Quiz: Theory of GNNs: Expressiveness and the WL Test¶

Test your understanding of GNN expressiveness, the WL hierarchy, over-squashing, and permutation equivariance.

Question 1¶

The 1-WL test (Weisfeiler-Lehman test) is used to assess graph isomorphism. What does it mean when two graphs are declared "non-distinguishable" by 1-WL?

The graphs have the same number of nodes and edges but different topologies
The 1-WL color histograms are identical at convergence — the test cannot rule out isomorphism, though the graphs may still be non-isomorphic
The graphs are provably isomorphic and any GNN will assign them identical representations
The graphs both contain regular subgraphs of the same degree

Show Answer

The correct answer is B. The 1-WL test iteratively refines node color labels based on neighbor multisets. If the final histograms differ, the graphs are definitively non-isomorphic. If they match, the test is inconclusive — it cannot prove isomorphism. GNNs are bounded by 1-WL: if 1-WL cannot distinguish two graphs, no message-passing GNN can assign them different representations. But 1-WL matching does not mean the graphs are isomorphic — there exist non-isomorphic graphs that fool 1-WL.

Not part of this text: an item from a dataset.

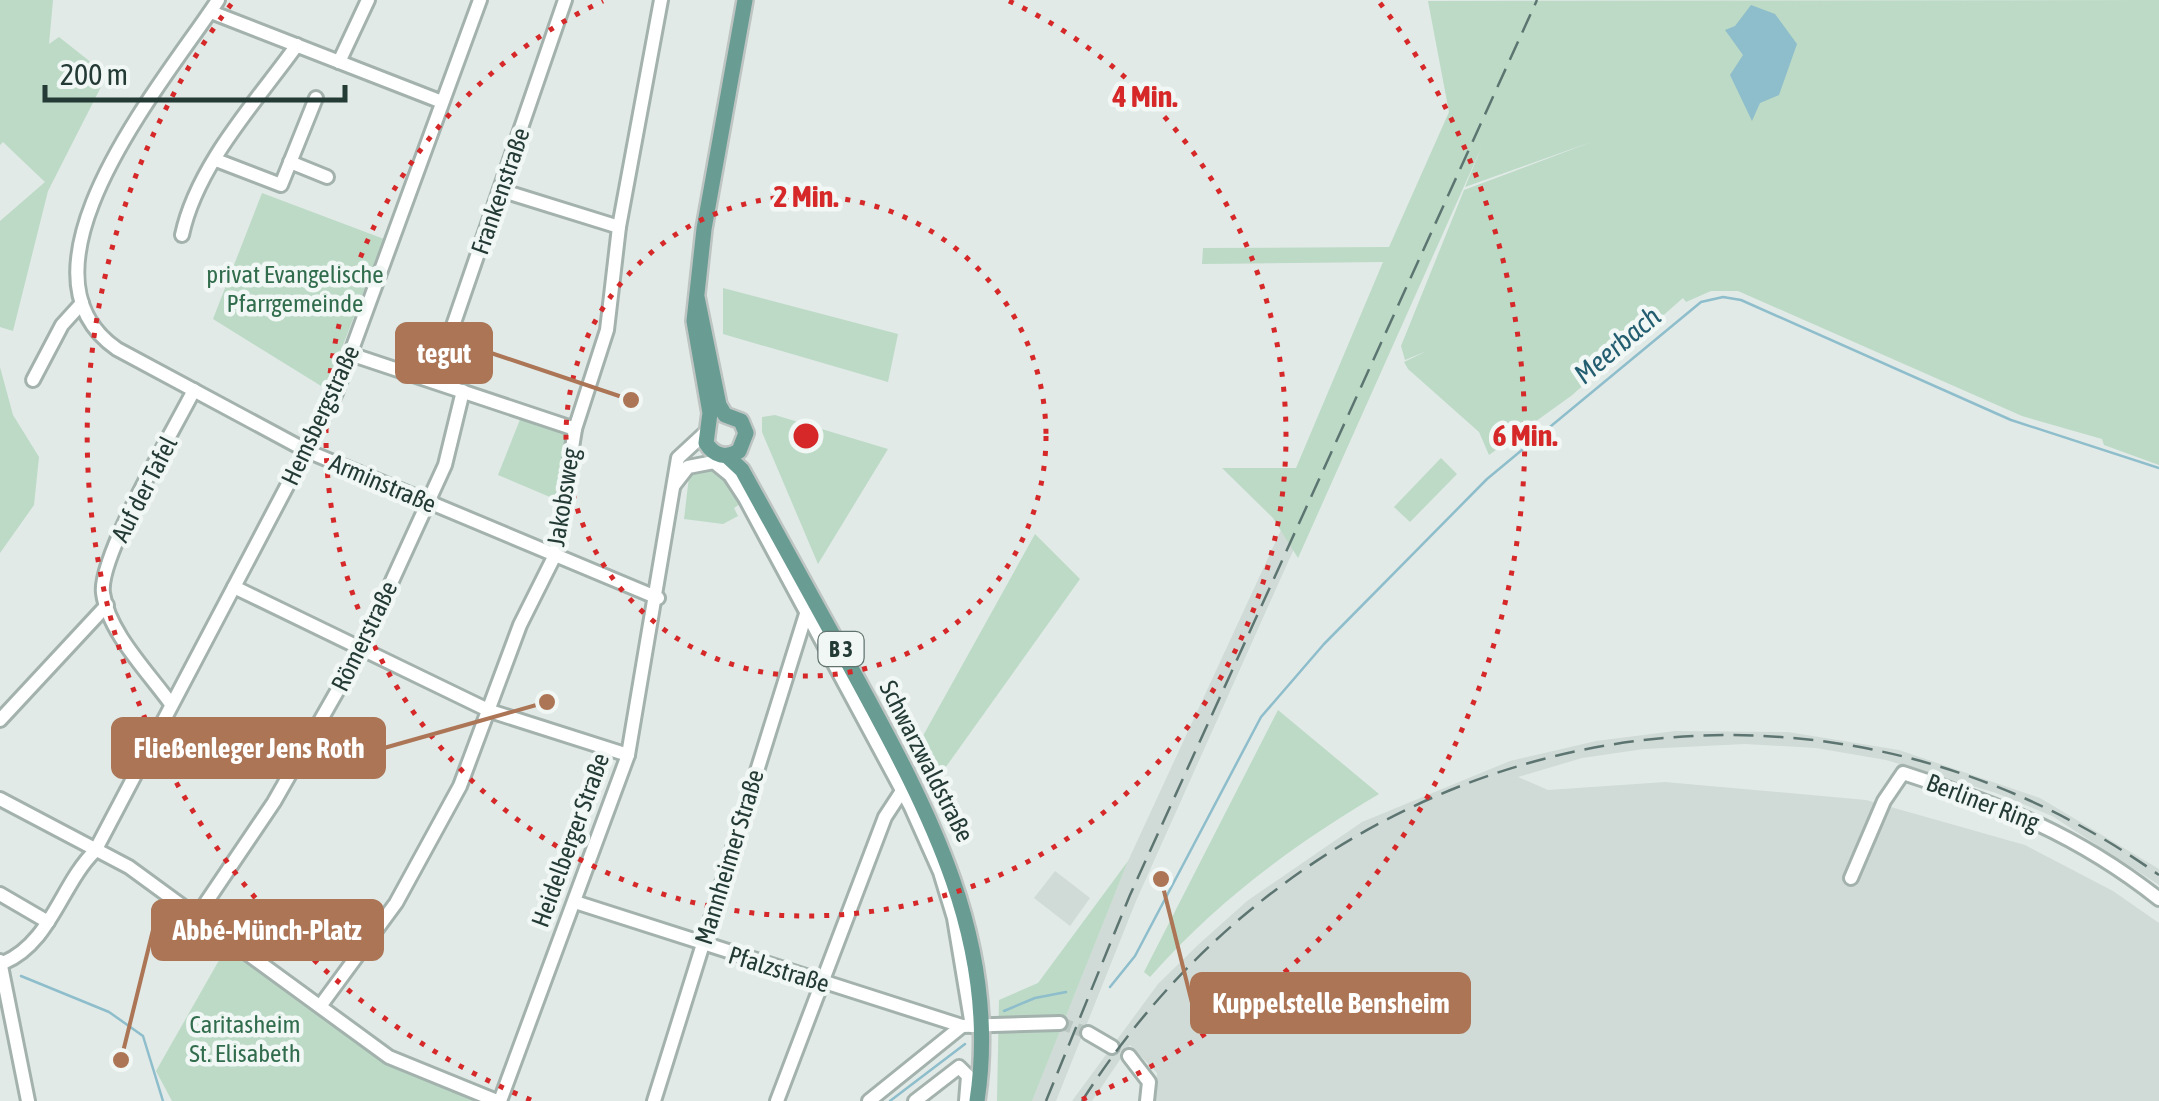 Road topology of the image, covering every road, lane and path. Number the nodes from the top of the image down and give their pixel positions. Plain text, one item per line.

Concept Tested: Weisfeiler-Leman Test (1-WL), GNN Expressiveness

Question 2¶

GIN (Graph Isomorphism Network) achieves the maximum expressiveness of any message-passing GNN bounded by 1-WL. What two properties must its aggregation function satisfy?

Lipschitz continuity and differentiability everywhere
Commutativity and associativity, ensuring the aggregation order does not matter
Injectivity over multisets (distinct multisets map to distinct outputs) and use of sum aggregation
Permutation invariance and output normalization to the unit sphere

Show Answer

The correct answer is C. Xu et al. (2019) prove that a GNN is as expressive as the 1-WL test if and only if its aggregation is injective over multisets — different multisets of neighbor representations map to different aggregate values. Sum aggregation over injective functions achieves this; mean and max do not (they can conflate distinct multisets). GIN implements this as \(\mathbf{h}_v^{(l+1)} = \text{MLP}\!\left((1+\varepsilon)\,\mathbf{h}_v^{(l)} + \sum_{u \in \mathcal{N}(v)} \mathbf{h}_u^{(l)}\right)\), where the \((1+\varepsilon)\) term ensures the center node's contribution is distinguishable.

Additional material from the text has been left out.